O que queremos ser? Primeiro mundo ou terceiro mundo?

Segundo esse estudo, as nações com leis mais flexíveis, são as que resolveram melhor seus problemas sociais e econômicos.

O Ministério da Saúde em 2009 sistematizou 20 anos de publicações sobre o tema aborto no Brasil, com o objetivo de “fortalecer a agenda nacional de pesquisas sobre aborto, organizando o conhecimento disperso”.

Como resultado foi recuperado 2.109 fontes em língua portuguesa, publicados por autores, periódicos e editoras nacionais ou estrangeiras.

Segundo a publicação, “o fio condutor da síntese foi o de recuperar dados que lançassem luzes sobre a tese do ‘aborto como uma questão de saúde pública no Brasil’.”

Esse relatório aponta a magnitude do aborto ilegal no país a partir da década de 90, quando o aborto induzido se manteve entre a terceira e a quarta causa de mortalidade materna em várias capitais brasileiras.

É um equívoco tratar o aborto como questão de política criminal, ao invés de tratá-lo como um problema de saúde pública.

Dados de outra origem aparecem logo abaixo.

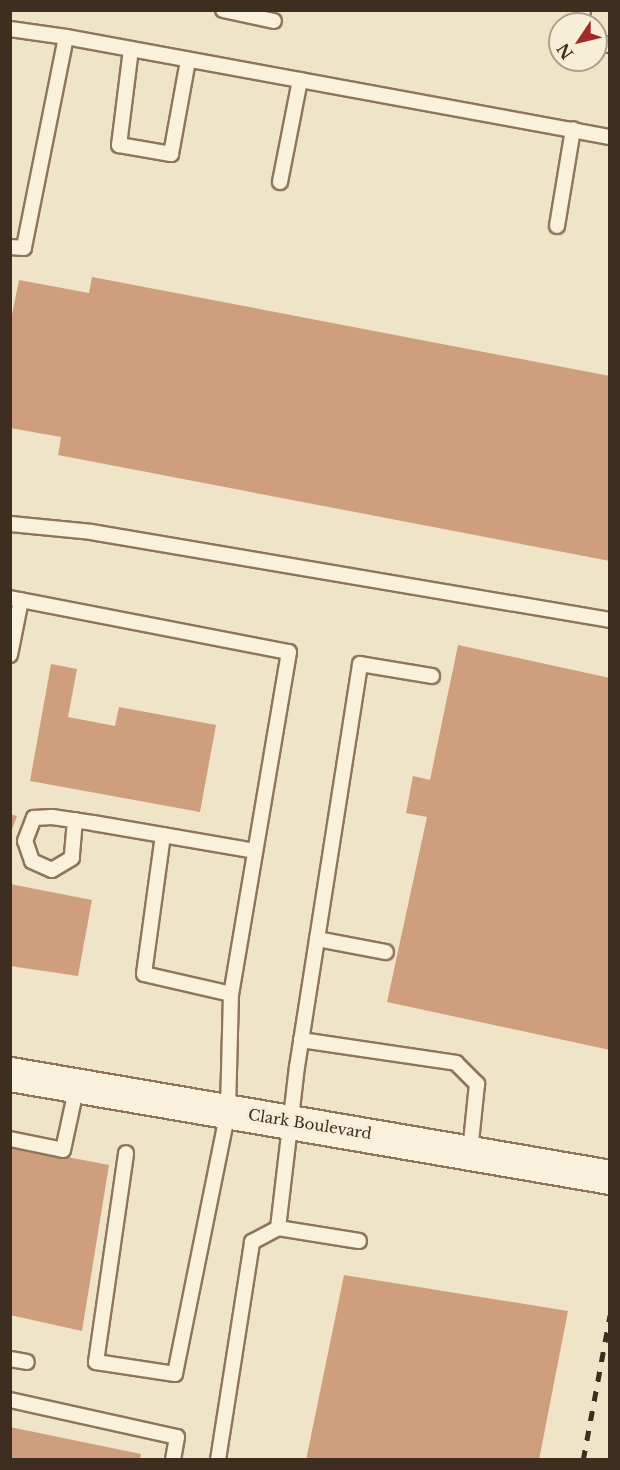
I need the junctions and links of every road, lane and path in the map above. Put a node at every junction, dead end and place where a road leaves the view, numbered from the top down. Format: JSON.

Nós mulheres queremos autonomia sobre os nossos corpos. Queremos decidir quando e quantos filhos queremos ter. Descriminalizar o aborto e garantir a interrupção pelo Sistema Único de Saúde e pela rede complementar. Cabe ao Estado garantir esse direito.

A maternidade deve ser uma decisão livre e desejada, uma opção para as mulheres e não uma obrigação.